WORK REQUIRED: Each line from the opening of the records that follow to the line with "0 #868276) drop-shadow(-2px" needs to be written out exactly. Add nothing.

Dataset entries:
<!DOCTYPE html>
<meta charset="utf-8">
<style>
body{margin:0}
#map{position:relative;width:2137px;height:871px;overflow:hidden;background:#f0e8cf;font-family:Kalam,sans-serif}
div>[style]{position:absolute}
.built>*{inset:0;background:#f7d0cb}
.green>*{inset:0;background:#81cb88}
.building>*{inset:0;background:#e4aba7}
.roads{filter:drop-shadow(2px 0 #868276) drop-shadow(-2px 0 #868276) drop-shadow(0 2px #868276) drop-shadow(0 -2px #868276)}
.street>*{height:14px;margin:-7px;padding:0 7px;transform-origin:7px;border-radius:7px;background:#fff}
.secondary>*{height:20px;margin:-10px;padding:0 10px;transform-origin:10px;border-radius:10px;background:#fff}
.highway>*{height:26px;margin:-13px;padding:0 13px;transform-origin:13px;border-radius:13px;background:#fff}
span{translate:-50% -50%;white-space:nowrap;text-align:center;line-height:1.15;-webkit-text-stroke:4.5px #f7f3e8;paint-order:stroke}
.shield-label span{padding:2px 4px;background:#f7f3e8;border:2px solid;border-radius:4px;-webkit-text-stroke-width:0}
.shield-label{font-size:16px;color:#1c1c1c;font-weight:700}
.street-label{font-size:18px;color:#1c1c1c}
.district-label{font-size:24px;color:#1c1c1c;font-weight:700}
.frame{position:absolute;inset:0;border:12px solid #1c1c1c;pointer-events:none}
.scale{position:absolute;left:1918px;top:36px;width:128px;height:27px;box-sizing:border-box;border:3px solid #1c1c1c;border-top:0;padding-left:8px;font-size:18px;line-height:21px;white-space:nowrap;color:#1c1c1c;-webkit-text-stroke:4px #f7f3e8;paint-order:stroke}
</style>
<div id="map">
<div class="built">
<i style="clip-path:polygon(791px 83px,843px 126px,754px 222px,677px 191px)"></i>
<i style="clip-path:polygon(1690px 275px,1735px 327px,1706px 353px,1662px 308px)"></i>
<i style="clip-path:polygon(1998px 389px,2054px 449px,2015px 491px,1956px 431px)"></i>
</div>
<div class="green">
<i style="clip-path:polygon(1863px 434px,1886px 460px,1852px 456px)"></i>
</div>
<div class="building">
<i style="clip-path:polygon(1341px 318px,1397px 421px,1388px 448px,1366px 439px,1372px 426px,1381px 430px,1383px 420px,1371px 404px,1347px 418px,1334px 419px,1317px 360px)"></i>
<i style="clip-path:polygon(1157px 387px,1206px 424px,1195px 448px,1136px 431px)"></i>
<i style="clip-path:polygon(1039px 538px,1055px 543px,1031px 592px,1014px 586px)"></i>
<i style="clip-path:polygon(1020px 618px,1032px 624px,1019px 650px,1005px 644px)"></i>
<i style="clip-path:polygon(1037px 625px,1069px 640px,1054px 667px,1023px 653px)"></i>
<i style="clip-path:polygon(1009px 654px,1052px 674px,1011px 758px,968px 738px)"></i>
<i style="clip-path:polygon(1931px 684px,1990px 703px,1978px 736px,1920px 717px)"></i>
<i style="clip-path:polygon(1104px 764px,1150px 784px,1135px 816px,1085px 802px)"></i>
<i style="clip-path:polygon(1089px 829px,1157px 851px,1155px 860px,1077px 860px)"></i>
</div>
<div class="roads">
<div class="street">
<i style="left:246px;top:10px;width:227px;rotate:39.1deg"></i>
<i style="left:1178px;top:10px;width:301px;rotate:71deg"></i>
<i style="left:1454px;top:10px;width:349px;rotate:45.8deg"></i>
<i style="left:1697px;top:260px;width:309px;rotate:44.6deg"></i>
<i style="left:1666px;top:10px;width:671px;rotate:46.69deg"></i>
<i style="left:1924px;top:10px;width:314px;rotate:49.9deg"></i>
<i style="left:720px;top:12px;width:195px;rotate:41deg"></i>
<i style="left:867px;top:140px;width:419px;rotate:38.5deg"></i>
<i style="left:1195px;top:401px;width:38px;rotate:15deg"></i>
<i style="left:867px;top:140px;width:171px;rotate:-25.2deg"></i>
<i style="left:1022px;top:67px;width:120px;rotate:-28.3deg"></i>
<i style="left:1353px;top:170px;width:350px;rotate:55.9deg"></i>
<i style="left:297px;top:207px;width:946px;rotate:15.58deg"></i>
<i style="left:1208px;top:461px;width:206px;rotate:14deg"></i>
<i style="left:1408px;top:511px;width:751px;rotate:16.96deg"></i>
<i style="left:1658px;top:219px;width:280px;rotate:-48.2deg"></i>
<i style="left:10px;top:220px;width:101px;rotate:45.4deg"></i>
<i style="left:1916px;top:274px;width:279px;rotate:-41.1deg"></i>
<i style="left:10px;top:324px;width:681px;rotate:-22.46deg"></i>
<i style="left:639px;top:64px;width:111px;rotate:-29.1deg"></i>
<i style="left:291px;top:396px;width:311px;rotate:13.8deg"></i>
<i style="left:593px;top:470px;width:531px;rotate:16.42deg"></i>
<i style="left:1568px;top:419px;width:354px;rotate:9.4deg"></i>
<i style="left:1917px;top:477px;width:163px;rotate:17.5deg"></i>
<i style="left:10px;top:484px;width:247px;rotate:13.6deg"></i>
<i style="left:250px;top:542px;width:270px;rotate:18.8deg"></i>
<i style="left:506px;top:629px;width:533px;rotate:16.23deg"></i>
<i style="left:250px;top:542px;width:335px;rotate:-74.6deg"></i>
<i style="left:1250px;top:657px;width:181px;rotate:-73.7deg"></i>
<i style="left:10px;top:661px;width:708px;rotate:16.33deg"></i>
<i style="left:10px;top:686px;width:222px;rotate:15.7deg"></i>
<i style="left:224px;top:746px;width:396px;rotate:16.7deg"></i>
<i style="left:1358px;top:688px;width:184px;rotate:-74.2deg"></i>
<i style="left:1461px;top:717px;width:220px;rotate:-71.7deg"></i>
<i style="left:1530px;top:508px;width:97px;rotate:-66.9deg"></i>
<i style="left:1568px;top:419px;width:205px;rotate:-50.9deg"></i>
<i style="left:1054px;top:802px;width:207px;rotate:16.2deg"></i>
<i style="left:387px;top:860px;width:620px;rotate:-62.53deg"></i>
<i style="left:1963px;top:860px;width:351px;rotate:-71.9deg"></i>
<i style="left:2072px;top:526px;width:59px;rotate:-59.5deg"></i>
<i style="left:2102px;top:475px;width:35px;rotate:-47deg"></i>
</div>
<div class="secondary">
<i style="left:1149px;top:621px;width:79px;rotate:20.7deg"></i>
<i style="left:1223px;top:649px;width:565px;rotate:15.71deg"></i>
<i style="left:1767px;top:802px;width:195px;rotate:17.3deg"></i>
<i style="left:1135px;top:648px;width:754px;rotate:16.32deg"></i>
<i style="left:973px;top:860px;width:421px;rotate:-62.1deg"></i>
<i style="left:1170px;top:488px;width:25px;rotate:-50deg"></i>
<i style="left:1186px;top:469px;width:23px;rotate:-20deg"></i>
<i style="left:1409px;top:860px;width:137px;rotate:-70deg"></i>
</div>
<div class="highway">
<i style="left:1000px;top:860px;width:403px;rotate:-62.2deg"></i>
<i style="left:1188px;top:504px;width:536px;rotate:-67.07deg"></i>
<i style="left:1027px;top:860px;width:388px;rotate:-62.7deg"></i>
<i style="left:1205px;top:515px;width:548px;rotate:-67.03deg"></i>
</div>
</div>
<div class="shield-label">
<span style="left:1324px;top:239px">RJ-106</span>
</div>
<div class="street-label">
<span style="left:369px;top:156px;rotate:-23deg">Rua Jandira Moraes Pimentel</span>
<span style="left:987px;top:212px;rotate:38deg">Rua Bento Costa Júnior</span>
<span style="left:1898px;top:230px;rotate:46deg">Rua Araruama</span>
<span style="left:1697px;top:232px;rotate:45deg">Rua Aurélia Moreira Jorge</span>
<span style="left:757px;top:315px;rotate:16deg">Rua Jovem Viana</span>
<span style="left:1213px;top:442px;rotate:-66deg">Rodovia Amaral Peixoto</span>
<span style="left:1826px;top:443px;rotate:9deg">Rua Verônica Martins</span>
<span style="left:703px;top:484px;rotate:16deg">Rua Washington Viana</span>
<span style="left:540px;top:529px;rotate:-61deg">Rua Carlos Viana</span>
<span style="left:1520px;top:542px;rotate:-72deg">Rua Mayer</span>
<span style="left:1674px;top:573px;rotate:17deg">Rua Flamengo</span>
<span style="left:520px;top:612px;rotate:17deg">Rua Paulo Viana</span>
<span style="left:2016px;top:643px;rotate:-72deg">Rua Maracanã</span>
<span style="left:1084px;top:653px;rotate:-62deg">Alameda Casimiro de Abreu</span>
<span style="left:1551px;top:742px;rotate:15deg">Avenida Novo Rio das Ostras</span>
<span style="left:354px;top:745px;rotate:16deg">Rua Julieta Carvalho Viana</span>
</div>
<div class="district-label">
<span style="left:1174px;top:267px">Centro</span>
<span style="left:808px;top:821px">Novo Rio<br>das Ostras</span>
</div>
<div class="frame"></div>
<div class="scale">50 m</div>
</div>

SOLUTION FOR THIS TASK:
<!DOCTYPE html>
<meta charset="utf-8">
<style>
body{margin:0}
#map{position:relative;width:2137px;height:871px;overflow:hidden;background:#f0e8cf;font-family:Kalam,sans-serif}
div>[style]{position:absolute}
.built>*{inset:0;background:#f7d0cb}
.green>*{inset:0;background:#81cb88}
.building>*{inset:0;background:#e4aba7}
.roads{filter:drop-shadow(2px 0 #868276) drop-shadow(-2px 0 #868276) drop-shadow(0 2px #868276) drop-shadow(0 -2px #868276)}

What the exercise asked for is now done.